The User service is now running in a container on RandomCloud, and that service is managed by Deployaker. Deployaker continually monitors the state of the User service and makes sure that it is always configured as expected.

The User service outage

One Thursday afternoon, Sasha gets an alert on her phone from RandomCloud, telling her the User service is down. Sasha looks at the logs from the User service and realizes that it can no longer connect to the database service. The database called watch-me-watch-users no longer exists!

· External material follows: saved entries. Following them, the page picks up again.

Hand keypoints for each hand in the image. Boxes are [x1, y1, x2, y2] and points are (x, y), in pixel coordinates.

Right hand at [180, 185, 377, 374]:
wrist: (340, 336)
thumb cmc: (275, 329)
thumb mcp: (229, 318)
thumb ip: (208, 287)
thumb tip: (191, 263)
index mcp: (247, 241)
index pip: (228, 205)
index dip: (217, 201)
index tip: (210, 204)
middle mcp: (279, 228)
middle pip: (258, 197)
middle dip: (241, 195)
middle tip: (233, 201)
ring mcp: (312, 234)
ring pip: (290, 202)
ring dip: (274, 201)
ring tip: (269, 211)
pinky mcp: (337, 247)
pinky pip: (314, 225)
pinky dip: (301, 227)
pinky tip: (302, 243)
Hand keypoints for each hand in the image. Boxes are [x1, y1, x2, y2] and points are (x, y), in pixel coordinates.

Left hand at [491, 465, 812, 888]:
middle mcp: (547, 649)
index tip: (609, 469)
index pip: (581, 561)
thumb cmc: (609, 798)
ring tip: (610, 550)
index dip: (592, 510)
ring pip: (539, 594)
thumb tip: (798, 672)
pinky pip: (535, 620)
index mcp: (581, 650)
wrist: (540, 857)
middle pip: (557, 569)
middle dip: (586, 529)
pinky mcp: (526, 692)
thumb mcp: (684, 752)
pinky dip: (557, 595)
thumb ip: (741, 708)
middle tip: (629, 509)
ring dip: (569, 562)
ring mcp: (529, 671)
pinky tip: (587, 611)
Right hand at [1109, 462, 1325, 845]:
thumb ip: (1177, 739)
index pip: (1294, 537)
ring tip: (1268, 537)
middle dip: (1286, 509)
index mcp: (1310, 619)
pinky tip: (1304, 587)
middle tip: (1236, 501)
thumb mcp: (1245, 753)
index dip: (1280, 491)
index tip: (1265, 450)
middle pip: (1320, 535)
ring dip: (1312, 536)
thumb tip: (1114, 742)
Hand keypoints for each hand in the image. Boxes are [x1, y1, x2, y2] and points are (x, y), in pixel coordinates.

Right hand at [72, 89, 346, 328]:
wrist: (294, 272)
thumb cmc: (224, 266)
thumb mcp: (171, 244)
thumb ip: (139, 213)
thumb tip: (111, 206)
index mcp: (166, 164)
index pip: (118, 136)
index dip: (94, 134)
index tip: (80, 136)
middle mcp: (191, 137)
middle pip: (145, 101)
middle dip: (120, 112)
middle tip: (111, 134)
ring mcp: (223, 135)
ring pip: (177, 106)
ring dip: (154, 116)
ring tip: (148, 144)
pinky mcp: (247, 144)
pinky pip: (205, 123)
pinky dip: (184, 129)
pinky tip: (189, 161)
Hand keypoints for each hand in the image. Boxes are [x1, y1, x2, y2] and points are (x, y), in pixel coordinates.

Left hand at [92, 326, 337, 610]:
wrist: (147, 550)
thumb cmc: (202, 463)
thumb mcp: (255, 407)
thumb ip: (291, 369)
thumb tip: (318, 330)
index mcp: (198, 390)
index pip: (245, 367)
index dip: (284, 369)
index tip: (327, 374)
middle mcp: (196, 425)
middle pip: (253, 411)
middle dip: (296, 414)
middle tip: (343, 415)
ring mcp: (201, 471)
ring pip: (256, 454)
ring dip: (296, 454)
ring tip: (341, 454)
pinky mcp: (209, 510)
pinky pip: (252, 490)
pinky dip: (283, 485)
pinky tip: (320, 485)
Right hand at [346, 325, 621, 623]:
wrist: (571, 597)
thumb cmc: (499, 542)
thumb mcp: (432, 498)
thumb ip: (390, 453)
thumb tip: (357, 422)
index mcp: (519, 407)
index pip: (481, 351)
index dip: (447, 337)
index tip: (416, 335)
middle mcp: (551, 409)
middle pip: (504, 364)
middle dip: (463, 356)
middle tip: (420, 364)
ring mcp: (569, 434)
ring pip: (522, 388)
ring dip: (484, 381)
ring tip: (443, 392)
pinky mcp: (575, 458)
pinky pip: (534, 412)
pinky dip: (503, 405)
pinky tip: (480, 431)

Sasha races to fix the configuration—but she makes a crucial mistake. She completely forgets that Deployaker is managing the User service now. Instead of using Deployaker to make the update, she makes the fix directly in the RandomCloud UI:

apiVersion: randomcloud.dev/v1
kind: Container
spec:
  image: watchmewatch/userservice:latest
  args:
  - --db-host=10.10.10.10
  - --db-username=some-user
  - --db-password=some-password
  - --db-name=users  

Sasha updates the configuration to use the correct database, but she makes the change directly to RandomCloud and forgets about Deployaker completely.

The User service is fixed, and the alerts from RandomCloud stop.

What’s Deployaker?

Deployaker is an imaginary piece of software based on the real-world open source deployment tool Spinnaker. See chapter 10 for more on deploying.

Outsmarted by automation

Sasha has rushed in a fix to the RandomCloud configuration to get the User service back up and running, but she completely forgot that Deployaker is running behind the scenes. That night, Sarah is sleeping soundly when she is suddenly woken up by another alert from RandomCloud. The User service is down again!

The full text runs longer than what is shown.